> spend hundreds of hours building a home battery system
That is, in my opinion, the worst feature of this entire project. It is cool and nice and fun. But it takes a lot of time to research, acquire skills, get tools and build.
> you could just buy for $20k
I agree with a broader point but that particular price is extremely high and far from reality.
A reasonably good 18650 cell has a capacity of ~12 Wh (~3300 mAh * ~3.7 V = ~12.2 Wh). The battery mentioned in the article consists of "more than 1000" such cells. Let us assume 1200 cells. That would mean it has a capacity of ~14.4 kWh (1200 * 12).
It is possible to get a pre-assembled steel battery case on heavy-duty wheels for 16 LiFePo cells, with a modern BMS with Bluetooth and wired communication options, a touchscreen display, a circuit breaker and nice terminals for ~ $500. And it is also possible to get 16 high quality LiFePo cells with a capacity of ~300 Ah each, like EVE MB31, for significantly less than $100 each. This means that for less than ~$2000, it is possible to get all components required to assemble a fully working ~15 kWh LiFePo battery.
- That assembly would take a few hours rather than weeks.

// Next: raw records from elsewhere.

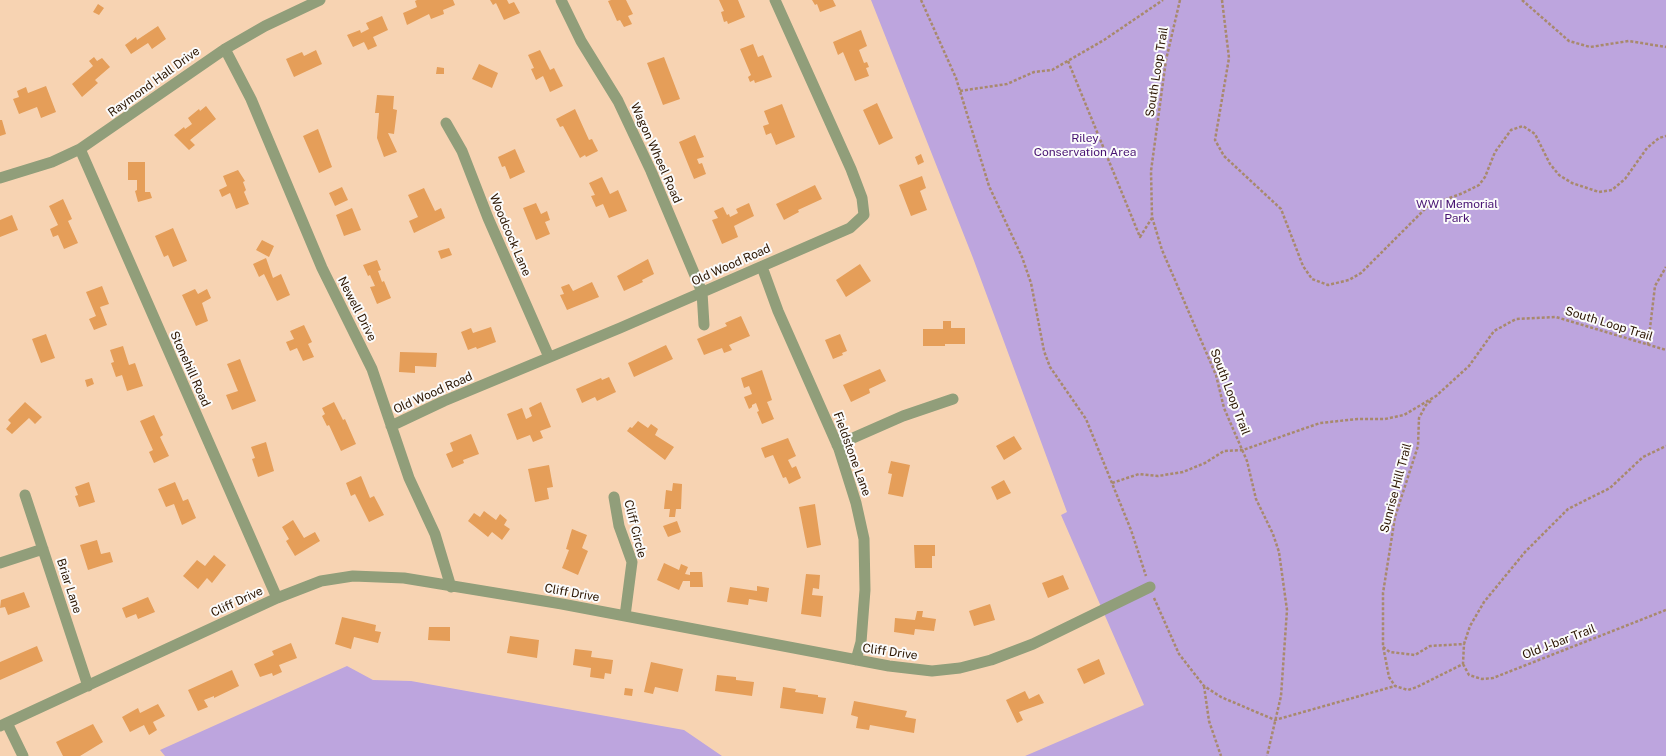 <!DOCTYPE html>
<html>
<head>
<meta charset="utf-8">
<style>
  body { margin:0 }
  canvas { display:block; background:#f7d3b2 }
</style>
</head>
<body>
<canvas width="1666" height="756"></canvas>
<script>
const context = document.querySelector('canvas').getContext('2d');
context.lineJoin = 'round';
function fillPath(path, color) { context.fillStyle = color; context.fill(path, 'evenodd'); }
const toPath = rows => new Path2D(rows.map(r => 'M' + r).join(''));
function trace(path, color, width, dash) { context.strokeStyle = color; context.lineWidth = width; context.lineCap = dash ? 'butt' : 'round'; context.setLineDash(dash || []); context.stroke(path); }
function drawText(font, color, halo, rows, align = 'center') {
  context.font = font + ' "Public Sans",sans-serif'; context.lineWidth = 4; context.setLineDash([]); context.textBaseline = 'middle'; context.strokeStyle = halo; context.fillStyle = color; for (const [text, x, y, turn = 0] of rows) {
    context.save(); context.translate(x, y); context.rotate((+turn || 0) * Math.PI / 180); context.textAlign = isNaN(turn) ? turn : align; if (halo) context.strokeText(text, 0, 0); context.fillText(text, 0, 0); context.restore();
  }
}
const green = toPath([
  [871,0,1666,0,1666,756,1025,756,1144,705,1061,515,1067,512,973,258],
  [347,666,373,680,411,681,684,730,722,756,165,756,160,750]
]);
const building = toPath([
  [417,0,453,0,455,5,443,10,444,14,431,19,429,14,407,25,403,13,417,7,415,1],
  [490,0,507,0,509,4,514,2,520,13,504,20,496,3,493,5],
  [611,0,626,0,633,14,628,16,632,24,624,27,620,20,617,21,608,1],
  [719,0,738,0,745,17,728,24,727,21,724,22,721,12,724,11],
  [812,0,833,0,836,6,820,12,817,4,815,5],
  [98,4,104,8,99,15,93,12],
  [382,16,388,30,373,37,377,46,368,50,364,42,353,47,347,35,360,30,361,33,369,29,366,23],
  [158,26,166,39,152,49,148,43,131,54,125,45,136,37,137,40],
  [861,30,867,46,859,50,864,63,867,62,869,67,866,68,869,76,855,81,843,52,838,55,833,42],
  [753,44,758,57,763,55,772,77,755,83,754,80,750,82,748,77,751,75,740,49],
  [316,50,322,64,294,77,286,59,302,52,304,56],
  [540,50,550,70,554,68,563,86,550,92,543,76,536,80,531,69,534,68,528,55],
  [94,57,97,61,102,58,110,67,95,80,98,83,82,97,72,84,93,66,89,61],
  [664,57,680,99,663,105,647,63],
  [479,64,498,73,492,88,472,79],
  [437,67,444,68,444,74,436,74],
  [46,86,56,112,41,118,37,107,19,114,13,99,19,97,17,91,26,87,28,93],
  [377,95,394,96,393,109,397,110,394,134,388,133,397,152,384,157,377,138,379,113,375,113],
  [877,103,893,138,879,145,863,110],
  [782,104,795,137,776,145,771,133,766,135,763,126,769,124,764,111],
  [206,106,216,119,190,140,195,145,189,150,174,135,184,127,185,129,192,124,188,118,199,109,200,111],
  [575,109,589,140,592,139,598,151,586,157,585,155,580,158,563,126,560,127,556,119],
  [0,120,2,120,6,134,0,136],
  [318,129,332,167,319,173,303,136],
  [695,135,704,157,697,159,699,164,702,163,706,174,694,179,679,142],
  [515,149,525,172,510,179,505,166,502,167,498,157],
  [921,154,924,162,918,165,915,157],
  [128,162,145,162,145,192,150,192,152,198,138,202,135,191,137,190,137,180,128,180],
  [238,170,245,181,243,182,246,190,244,192,249,204,236,209,230,193,222,197,219,190,227,186,223,176],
  [922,176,926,188,920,191,927,210,911,216,899,185],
  [602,177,610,194,618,190,627,211,609,218,603,204,596,207,591,196,595,195,589,183],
  [815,185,822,199,798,210,799,212,784,220,776,204],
  [342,187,348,200,335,206,329,193],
  [424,188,435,211,441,208,445,218,414,233,409,221,418,217,408,195],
  [63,199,72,219,68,221,78,243,64,249,58,235,53,237,50,229,58,225,49,206],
  [536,203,541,214,547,211,550,220,545,222,550,234,536,240,523,208],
  [749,203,754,216,734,226,738,237,722,244,712,220,718,218,714,211,723,207,727,215,729,214,730,217,738,213,736,209],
  [352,208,361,230,344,236,336,215],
  [12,215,18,230,0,237,0,220],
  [173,228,187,261,173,267,168,255,164,257,155,236],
  [262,240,274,246,269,257,256,250],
  [449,248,452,255,441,259,438,251],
  [266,258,273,278,281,274,290,295,277,301,264,274,259,277,253,264],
  [648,259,654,274,642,280,643,282,624,291,617,276],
  [377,260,381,270,378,271,382,282,384,281,391,298,377,304,370,287,375,286,370,275,368,276,363,265],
  [860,264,871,281,846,297,836,280],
  [592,282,599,297,567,310,560,295,564,294,561,287,569,284,573,291],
  [102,286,109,304,100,307,107,325,94,330,89,319,96,316,86,292],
  [195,289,198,294,207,289,211,298,202,303,208,321,196,326,182,295],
  [741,316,750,336,729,345,732,350,724,353,722,348,704,355,697,339,727,326,725,323],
  [943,321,951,321,951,328,965,328,965,344,945,344,945,346,923,346,923,329,943,329],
  [304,325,312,342,308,344,314,357,303,361,297,348,290,351,286,342,294,339,290,331],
  [491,327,496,342,477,349,476,347,468,350,461,332,471,328,473,333],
  [46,334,55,358,41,363,32,339],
  [840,334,847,351,842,353,843,355,833,359,825,340],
  [666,345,673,359,634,377,628,363],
  [123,346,129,365,135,363,143,386,127,391,122,375,116,377,111,363,114,362,110,350],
  [400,352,437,353,436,367,415,366,415,373,399,372],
  [240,359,256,401,232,410,226,395,238,391,227,364],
  [880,369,886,381,869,389,870,393,851,402,843,385],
  [762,370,772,400,767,402,774,419,762,424,757,412,759,411,756,403,752,405,752,407,749,409,744,397,752,394,749,386,744,388,741,378],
  [609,377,616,392,597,401,595,397,582,403,576,389,601,378,602,380],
  [92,378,94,384,87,387,85,380],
  [25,402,42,417,35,424,29,418,12,434,6,429,11,423,8,420],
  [334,402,343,420,345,419,356,444,341,451,329,425,327,426,322,416,325,414,322,408],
  [541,402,551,427,540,431,543,438,533,442,530,435,517,440,507,414,522,408,526,419,532,416,529,408],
  [154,415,163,435,160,437,169,456,154,463,149,452,153,450,140,421],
  [638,421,648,428,651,424,658,429,655,435,674,447,665,460,627,431,630,427,632,428],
  [471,434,479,454,463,460,464,463,452,468,446,454,453,451,450,443],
  [1014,436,1022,449,1004,460,996,446],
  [788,438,796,456,788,460,792,468,796,466,801,478,789,484,786,477,783,478,773,455,765,458,761,448],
  [266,442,274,471,258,477,252,459,255,458,251,447],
  [891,461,910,465,903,497,888,494,892,474,888,473],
  [549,465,553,487,547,488,549,499,535,502,528,469],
  [361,476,370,498,374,496,384,515,369,522,355,494,351,496,346,483],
  [1004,480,1011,493,997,500,991,487],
  [89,482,95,502,79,507,75,496,78,495,75,487],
  [175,482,183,501,188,499,196,518,182,525,174,504,166,507,158,489],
  [673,483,682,484,681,509,676,509,675,517,669,517,670,509,664,509,666,490,672,491],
  [815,504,821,545,807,548,799,507],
  [484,511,496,520,500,514,507,520,504,525,510,529,502,540,492,532,488,537,468,521,474,513,480,517],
  [293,520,304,538,315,532,320,541,295,556,286,541,289,539,282,527],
  [677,521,681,532,668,537,663,526],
  [572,529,587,535,582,548,588,551,578,575,562,568,569,550,566,549],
  [97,540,101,554,110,552,113,562,88,570,80,545],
  [914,545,935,545,935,556,932,556,932,568,915,568],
  [214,555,226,565,212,583,207,578,198,589,183,576,197,560,205,566],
  [664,563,679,570,681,564,688,567,685,574,690,575,690,572,702,572,703,587,690,587,690,581,683,581,679,590,657,580],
  [806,574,820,575,819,589,813,588,812,595,823,596,821,617,801,614],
  [1063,575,1069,589,1048,598,1042,583],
  [757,586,769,588,767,602,749,599,748,605,727,602,730,587,757,591],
  [24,592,30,607,8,615,5,607,0,608,1,600],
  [148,597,155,612,138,619,136,614,126,618,122,608],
  [990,604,995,620,974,626,969,611],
  [917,611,923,611,922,617,936,619,934,631,915,629,914,635,894,632,895,618,915,620],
  [342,617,376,625,375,631,381,632,378,643,354,637,351,649,335,644],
  [429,627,450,627,450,641,428,640],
  [510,636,539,640,537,658,507,653],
  [291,643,297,658,279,665,282,672,273,676,272,673,260,677,254,664,274,655,272,651],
  [37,646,43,661,0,680,0,662],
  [575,649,592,651,591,657,613,660,611,674,605,673,604,679,590,677,591,668,573,665],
  [1099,659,1105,674,1084,684,1077,669],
  [651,662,683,669,678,692,655,687,653,694,644,692],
  [232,670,239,686,214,698,214,696,204,700,208,707,198,711,188,690],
  [717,675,736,677,736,680,754,682,752,696,715,691],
  [783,687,796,689,795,692,818,695,818,697,826,698,823,714,780,708],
  [625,688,633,689,632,696,624,695],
  [1025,691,1029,699,1039,694,1044,703,1019,712,1023,720,1017,723,1006,700],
  [854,701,907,711,905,717,916,719,914,733,870,725,869,730,856,728,858,717,851,715],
  [158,704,165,716,153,722,157,730,149,735,144,725,130,732,122,717,138,708,140,713],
  [93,724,103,742,80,756,63,756,56,742]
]);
const path = toPath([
  [921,0,956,78,989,186,1022,257,1031,283,1044,351,1050,367,1086,419,1131,530,1146,576],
  [1180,0,1166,60,1151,171,1152,217,1162,250,1216,375,1224,408,1247,461,1256,499,1273,534,1279,552,1287,610,1281,696,1267,756],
  [1222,0,1229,58,1215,140,1224,156,1281,209,1303,266,1312,279,1328,285,1349,280,1361,273,1428,206,1463,193,1479,185,1485,177,1495,152,1511,130,1523,126,1535,134,1550,164,1559,175,1572,183,1599,192,1612,190,1625,179,1647,148,1659,138,1666,136],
  [1522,0,1569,41,1590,47,1629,41,1666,47],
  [1068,61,1140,237,1152,218],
  [960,91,1007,84,1034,72,1052,70,1104,40,1163,0],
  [1648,345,1655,286,1666,267],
  [1431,401,1426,405,1419,418,1418,446,1395,517,1383,593,1383,646,1389,677,1395,686,1408,690,1417,687,1463,664,1464,644],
  [1112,483,1139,474,1158,476,1183,472,1205,463,1224,451,1243,450,1320,423,1358,419,1385,419,1404,415,1436,396,1469,366,1494,331,1516,319,1556,317,1666,350],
  [1154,598,1179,654,1204,686,1221,697,1275,720,1395,686],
  [1383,647,1390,652,1415,655,1430,646,1464,644,1470,626,1484,602,1525,552,1568,509,1610,488,1643,457,1666,446],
  [1463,664,1469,675,1482,679,1493,678,1666,610],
  [1204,686,1209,721,1221,756]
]);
const minor = toPath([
  [561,0,581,41,618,101,651,171,702,292,704,325],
  [225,49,251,99,322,268,372,369,409,478,435,534,451,587],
  [446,123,462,151,488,218,549,357],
  [80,149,277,598],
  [0,178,52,162,80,149,225,49,265,26,320,0],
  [762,267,778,311,839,449,856,503,864,539,865,590,861,642,856,660],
  [391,426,444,401,620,328,850,228,864,215,862,198,851,169,775,0],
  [837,445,903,416,953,399],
  [25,495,88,686],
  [614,497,619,526,632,562,625,616],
  [0,563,43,549],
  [7,723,23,756],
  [0,726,277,598,321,581,353,576,404,578,562,604,889,666,932,671,960,668,991,660,1033,644,1150,587]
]);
const streetNames = [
  ["South Loop Trail",1157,72,-81],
  ["Raymond Hall Drive",154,82,-36],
  ["Wagon Wheel Road",656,153,66],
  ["Woodcock Lane",510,235,67],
  ["Old Wood Road",731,265,-24],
  ["Newell Drive",357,309,63],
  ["South Loop Trail",1609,324,17],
  ["Stonehill Road",190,369,66],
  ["South Loop Trail",1230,392,69],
  ["Old Wood Road",433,393,-24],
  ["Fieldstone Lane",852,454,70],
  ["Sunrise Hill Trail",1396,488,-75],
  ["Cliff Circle",635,529,76],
  ["Briar Lane",69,586,72],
  ["Cliff Drive",572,593,10],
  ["Cliff Drive",237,602,-25],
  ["Old J-bar Trail",1559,642,-21],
  ["Cliff Drive",890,652,8]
];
const parkNames = [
  ["Riley",1085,138],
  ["Conservation Area",1085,152],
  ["WWI Memorial",1457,204],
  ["Park",1457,218]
];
fillPath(green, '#bda5de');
fillPath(building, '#e59e59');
trace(path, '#a8896d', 2.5, [3, 2]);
trace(minor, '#919e7a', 11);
drawText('12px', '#2b1500', '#fbfbfb', streetNames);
drawText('12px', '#461171', '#fbfbfb', parkNames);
</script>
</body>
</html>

- It will have new cells rather than used ones.
- It will be safer to use than a battery with Li-Ion cells.
- It will likely take much less space.
- It will be easy to expand.
Now.
I will point out that in 2016 when they started this project, the cost of new batteries would have been multiple times higher than it is today, so it would have been a moderately more "sensible" thing to do than it currently seems.
Yes, of course, this cost consideration is only relevant today.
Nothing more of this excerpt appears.